C'è una parabola che Gesù racconta nel Vangelo di Luca, «sulla necessità di pregare sempre senza stancarsi ». Vi si parla di una vedova che continua a implorare, a importunare un giudice duro di cuore e d'orecchio il quale, a motivo dell'insistenza di lei, alla fine deciderà di muoversi e di farle giustizia. Non così è Dio, dice Gesù, poiché egli agisce «prontamente» e non fa aspettare a lungo quelli che lo invocano (Lc 18,1-8). Nella notte in cui Israele è uscito dall'Egitto, egli ha vegliato assieme al suo popolo (Es 12,42). Dio è un custode che vigila e non si addormenta (Sal 121 ,4). 
Ma possiamo ancora dirlo? Dov'era il Dio che vigila quando i suoi figli lo hanno invocato ad Auschwitz? No, non ha avuto la prontezza necessaria, non ha mostrato il suo volto all'oppresso: a generazioni di credenti gli si sono consumati gli occhi nell' attesa di una salvezza mai venuta. E tutto ciò deve rimanerci crampo che impedisce pacifiche distrazioni. Il « prontamente» della parabola evangelica può assomigliare a una beffa dopo duemila anni in cui «vedove» a milioni hanno continuato inutilmente a bussare alla porta. 
Dovremmo essere voce del nostro dolore e non dare pace al nostro Dio, rammentargli di continuo quanto ci ha promesso, non prendersi riposo e nemmeno a lui darne, importunarlo, assillarlo, finché non ci ha esauditi (Is 62,6-7). «Svegliati, perché dormi, Signore?», osa dire il salmista (Sal 44,24). Nel mare in tempesta i discepoli erano angosciati, non sapevano più cosa fare, le onde irrompevano, la barca affondava e lui, il Maestro, se ne stava invece «a poppa, sul cuscino, e dormiva» (Mc 4,38). Se Dio dorme va svegliato. La sua stessa potenza deve essere risvegliata (Sal 80,3). La redenzione è anche in qualche modo il risveglio di Dio quando, «come un prode assopito dal vino» si desterà dal suo sonno per vendicare i suoi amici e salvarli (Sal 78,65). Dio si stanca, ha necessità di riposarsi, come nel settimo giorno della creazione. Non dimentichiamoci mai tuttavia, che di là il nostro giudice è un Dio abbandonato, inascoltato, calpestato, un Dio che ha potuto salvare Israele soltanto distruggendo gli egiziani, anch' essi in qualche modo suoi figli, come ci ricorda un famoso midrash. Dobbiamo pregare sempre, senza stancarci, ma l'unica preghiera che Gesù ci ha insegnato dice che Dio ha tuttora bisogno di essere riconosciuto santo, di essere re, di avere creature che conoscono e compiono la sua volontà. Dio ha bisogno di essere Dio, e ha bisogno che gli chiediamo di esserlo. Senza ascoltare i brividi del suo soffrire di là dalla porta, non possiamo pregare come lui vuole, non possiamo amarlo con tutto noi stessi. 

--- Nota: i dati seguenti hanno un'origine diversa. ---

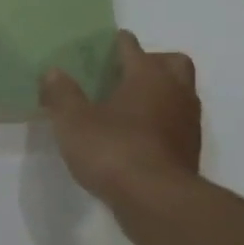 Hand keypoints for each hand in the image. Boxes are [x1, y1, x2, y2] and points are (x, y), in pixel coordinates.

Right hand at [40, 30, 201, 202]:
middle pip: (172, 63)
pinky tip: (139, 136)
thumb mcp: (73, 122)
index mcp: (147, 75)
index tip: (106, 44)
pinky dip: (162, 122)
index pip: (133, 47)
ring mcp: (188, 122)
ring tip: (130, 107)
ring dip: (160, 93)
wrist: (156, 200)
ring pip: (180, 93)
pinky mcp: (190, 151)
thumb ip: (62, 94)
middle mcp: (175, 91)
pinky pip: (177, 123)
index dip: (118, 43)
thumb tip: (53, 72)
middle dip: (153, 62)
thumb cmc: (113, 150)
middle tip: (127, 73) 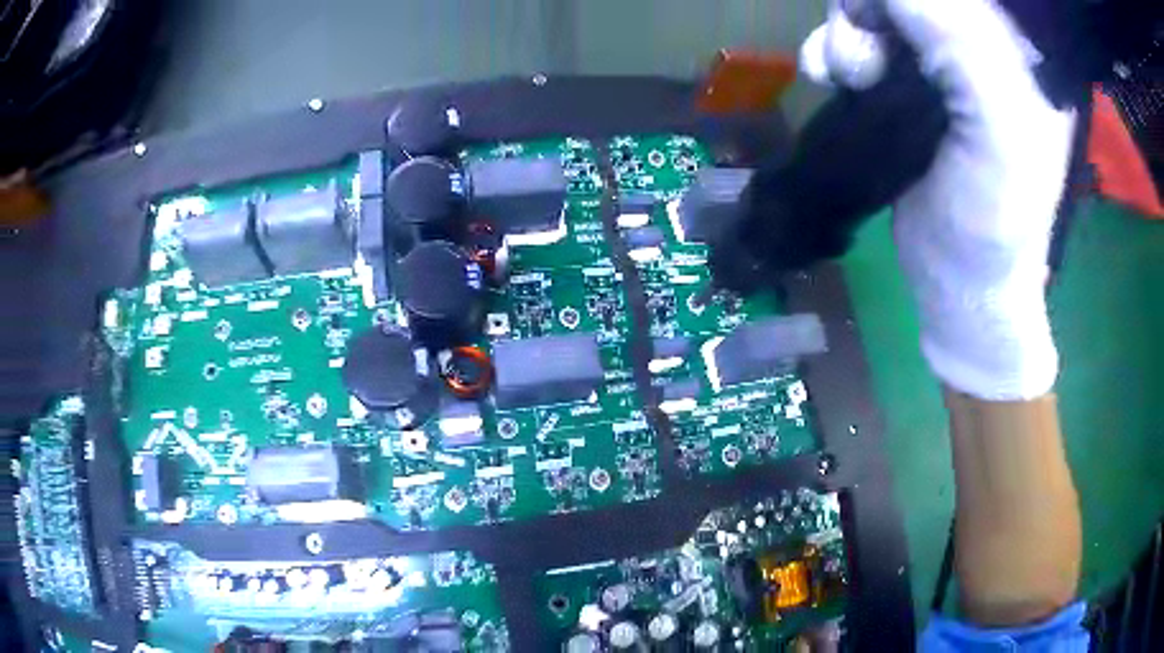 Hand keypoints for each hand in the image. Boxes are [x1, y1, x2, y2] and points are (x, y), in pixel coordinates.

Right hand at [806, 0, 1076, 399]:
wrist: (960, 286)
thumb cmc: (995, 222)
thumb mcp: (999, 132)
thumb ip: (962, 46)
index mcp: (1014, 52)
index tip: (885, 20)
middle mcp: (976, 46)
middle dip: (869, 10)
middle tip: (863, 60)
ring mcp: (937, 66)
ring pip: (875, 12)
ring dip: (845, 33)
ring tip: (847, 77)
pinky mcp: (904, 89)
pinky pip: (857, 43)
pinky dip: (831, 51)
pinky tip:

La fede è fiducia in colui che proprio dal luogo della sua impotenza può salvare. Fede è bussare alla porta di qualcuno che amiamo nella sua povertà, qualcuno che sappiamo sofferente ma che, al tempo stesso, potrebbe in un attimo - ed è qui che si gioca la fede - risollevarci, redimerci, liberarci da tutti i mali. È forse questa la santa ostinazione della vedova importuna. È di questa fede che Gesù ha bisogno e che forse non troverà più nel giorno in cui verrà sulla terra (Lc 18,8).